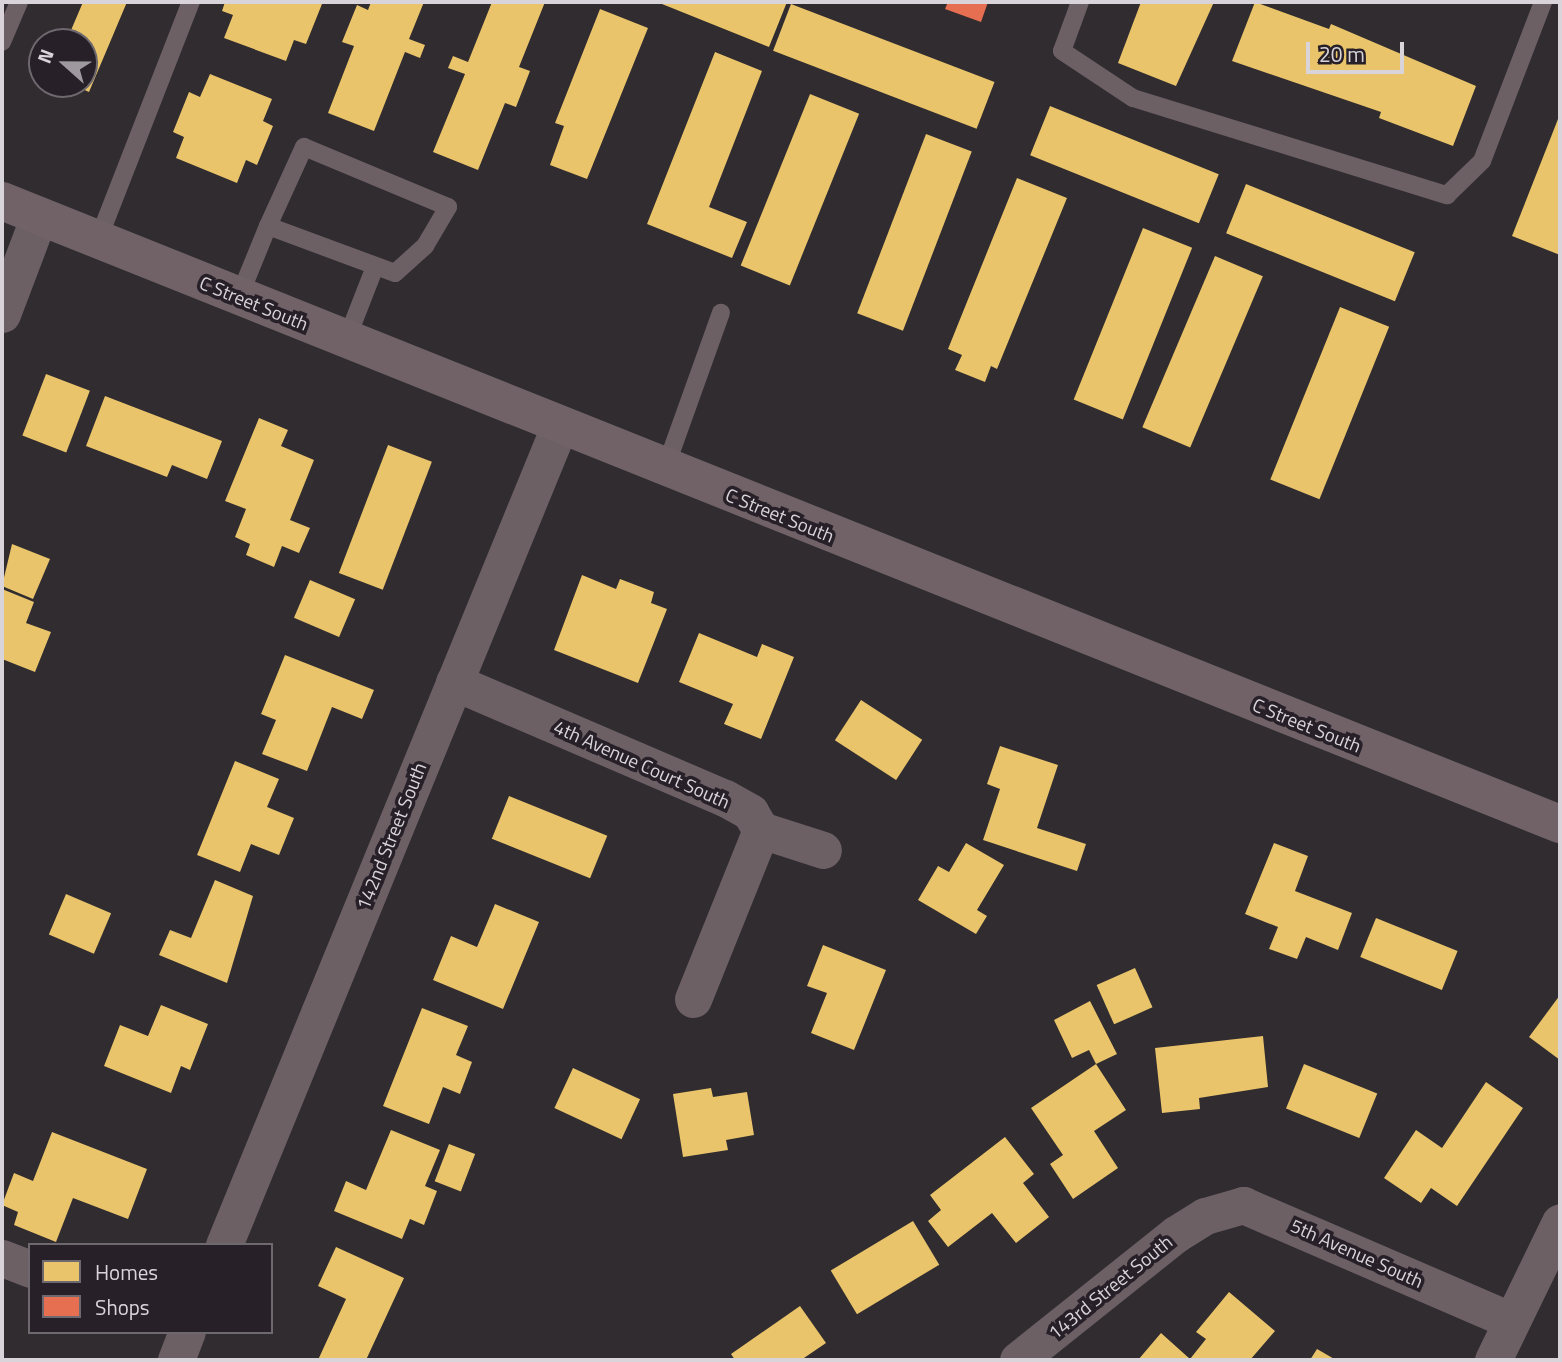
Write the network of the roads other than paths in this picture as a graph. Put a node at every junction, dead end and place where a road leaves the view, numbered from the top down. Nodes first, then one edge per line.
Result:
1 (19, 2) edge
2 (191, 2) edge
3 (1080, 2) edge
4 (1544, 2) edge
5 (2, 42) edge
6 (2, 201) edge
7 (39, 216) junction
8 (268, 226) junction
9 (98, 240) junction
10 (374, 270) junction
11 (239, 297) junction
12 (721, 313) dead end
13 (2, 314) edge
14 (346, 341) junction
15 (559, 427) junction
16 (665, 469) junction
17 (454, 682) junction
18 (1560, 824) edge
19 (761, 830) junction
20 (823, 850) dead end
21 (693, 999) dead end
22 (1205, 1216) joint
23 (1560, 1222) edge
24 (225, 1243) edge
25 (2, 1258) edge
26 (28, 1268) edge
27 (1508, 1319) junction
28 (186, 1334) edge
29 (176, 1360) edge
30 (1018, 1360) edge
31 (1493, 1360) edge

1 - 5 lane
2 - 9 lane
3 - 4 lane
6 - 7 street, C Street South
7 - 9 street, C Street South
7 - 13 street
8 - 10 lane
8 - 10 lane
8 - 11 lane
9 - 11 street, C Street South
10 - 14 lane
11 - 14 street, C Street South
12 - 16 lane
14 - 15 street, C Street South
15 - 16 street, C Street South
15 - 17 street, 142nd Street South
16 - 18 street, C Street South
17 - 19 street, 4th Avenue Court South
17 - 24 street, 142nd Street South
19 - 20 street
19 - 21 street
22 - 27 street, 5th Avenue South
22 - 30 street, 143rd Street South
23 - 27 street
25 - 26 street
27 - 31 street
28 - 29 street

┄┄┄┄┄┄┄┄┄┄

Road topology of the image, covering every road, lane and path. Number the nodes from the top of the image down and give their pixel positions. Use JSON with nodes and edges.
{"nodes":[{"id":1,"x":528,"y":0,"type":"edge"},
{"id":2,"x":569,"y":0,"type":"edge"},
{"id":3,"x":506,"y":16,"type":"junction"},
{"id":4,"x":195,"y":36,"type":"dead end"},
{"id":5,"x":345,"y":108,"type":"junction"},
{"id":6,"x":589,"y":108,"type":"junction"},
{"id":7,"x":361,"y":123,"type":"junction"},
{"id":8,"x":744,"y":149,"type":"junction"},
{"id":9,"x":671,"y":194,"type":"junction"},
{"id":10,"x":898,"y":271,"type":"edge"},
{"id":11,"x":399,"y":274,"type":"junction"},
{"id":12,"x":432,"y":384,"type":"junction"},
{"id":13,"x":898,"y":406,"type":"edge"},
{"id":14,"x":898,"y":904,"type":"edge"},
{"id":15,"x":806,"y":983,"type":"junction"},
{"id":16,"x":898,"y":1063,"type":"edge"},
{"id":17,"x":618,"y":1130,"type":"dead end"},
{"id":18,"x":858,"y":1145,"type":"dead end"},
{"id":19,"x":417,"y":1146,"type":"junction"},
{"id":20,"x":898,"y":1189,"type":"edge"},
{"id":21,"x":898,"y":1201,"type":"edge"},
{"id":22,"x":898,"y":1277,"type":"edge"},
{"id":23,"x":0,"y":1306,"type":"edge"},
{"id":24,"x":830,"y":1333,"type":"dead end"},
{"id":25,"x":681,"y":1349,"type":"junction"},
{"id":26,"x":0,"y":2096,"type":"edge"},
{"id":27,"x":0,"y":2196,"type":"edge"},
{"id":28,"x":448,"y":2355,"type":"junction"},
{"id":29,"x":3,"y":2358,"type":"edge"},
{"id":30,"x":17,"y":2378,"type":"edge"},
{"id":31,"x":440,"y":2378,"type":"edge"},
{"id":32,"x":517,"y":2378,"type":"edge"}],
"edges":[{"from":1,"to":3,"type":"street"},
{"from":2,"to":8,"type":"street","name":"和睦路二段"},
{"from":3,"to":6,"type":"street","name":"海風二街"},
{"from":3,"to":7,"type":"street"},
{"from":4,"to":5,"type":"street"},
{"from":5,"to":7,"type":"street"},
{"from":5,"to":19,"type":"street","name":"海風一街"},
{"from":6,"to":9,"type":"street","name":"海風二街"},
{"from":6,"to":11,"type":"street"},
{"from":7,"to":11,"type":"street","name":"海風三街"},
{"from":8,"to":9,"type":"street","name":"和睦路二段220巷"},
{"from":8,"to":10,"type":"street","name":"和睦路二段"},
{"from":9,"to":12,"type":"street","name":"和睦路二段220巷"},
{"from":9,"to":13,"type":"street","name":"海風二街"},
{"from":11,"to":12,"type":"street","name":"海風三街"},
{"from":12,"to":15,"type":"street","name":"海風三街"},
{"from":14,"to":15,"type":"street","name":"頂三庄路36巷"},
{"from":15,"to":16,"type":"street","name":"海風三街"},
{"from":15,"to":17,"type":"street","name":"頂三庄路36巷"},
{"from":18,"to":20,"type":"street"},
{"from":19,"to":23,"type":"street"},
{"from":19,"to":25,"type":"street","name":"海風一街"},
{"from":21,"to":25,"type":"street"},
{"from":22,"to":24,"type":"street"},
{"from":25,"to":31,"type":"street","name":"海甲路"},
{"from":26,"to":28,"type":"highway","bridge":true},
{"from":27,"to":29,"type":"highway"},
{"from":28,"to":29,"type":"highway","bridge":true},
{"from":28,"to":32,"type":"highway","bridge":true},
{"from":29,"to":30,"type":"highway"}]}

┄┄┄┄┄┄┄┄┄┄

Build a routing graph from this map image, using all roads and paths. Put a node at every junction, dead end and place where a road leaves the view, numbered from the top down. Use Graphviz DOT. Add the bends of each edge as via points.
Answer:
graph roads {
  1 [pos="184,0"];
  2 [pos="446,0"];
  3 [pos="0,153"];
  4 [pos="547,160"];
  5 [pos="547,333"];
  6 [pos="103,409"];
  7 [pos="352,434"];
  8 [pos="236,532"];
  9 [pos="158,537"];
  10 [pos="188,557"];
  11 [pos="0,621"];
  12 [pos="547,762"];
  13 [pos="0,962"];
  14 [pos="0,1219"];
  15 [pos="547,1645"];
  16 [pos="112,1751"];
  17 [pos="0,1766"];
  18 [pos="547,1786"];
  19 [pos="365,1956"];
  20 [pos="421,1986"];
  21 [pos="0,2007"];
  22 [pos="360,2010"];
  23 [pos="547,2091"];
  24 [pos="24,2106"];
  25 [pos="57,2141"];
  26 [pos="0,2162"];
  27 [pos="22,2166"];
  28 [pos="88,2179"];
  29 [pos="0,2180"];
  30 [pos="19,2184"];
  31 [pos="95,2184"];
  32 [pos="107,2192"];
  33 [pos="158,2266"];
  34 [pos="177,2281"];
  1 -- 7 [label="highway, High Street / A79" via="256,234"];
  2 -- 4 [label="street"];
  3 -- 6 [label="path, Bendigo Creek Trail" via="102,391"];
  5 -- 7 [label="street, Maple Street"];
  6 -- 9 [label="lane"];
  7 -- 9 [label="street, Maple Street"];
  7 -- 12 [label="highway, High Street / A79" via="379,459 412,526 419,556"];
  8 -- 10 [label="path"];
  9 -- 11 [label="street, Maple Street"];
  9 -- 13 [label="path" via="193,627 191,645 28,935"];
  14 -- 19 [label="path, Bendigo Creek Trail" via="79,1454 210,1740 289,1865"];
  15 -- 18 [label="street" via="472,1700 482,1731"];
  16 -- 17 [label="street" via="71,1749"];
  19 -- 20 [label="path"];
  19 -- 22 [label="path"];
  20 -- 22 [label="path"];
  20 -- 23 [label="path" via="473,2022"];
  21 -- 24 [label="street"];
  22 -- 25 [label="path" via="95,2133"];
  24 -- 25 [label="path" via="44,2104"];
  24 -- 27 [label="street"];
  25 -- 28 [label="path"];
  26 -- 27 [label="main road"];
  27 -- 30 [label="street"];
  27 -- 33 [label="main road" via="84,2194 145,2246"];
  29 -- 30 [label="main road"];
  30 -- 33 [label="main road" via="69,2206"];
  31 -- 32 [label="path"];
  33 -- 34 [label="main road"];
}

┄┄┄┄┄┄┄┄┄┄

» PROMPT:
Your answer should be all lines from the data that contain "海風三街".

» EXERCISE RESULT:
{"from":7,"to":11,"type":"street","name":"海風三街"},
{"from":11,"to":12,"type":"street","name":"海風三街"},
{"from":12,"to":15,"type":"street","name":"海風三街"},
{"from":15,"to":16,"type":"street","name":"海風三街"},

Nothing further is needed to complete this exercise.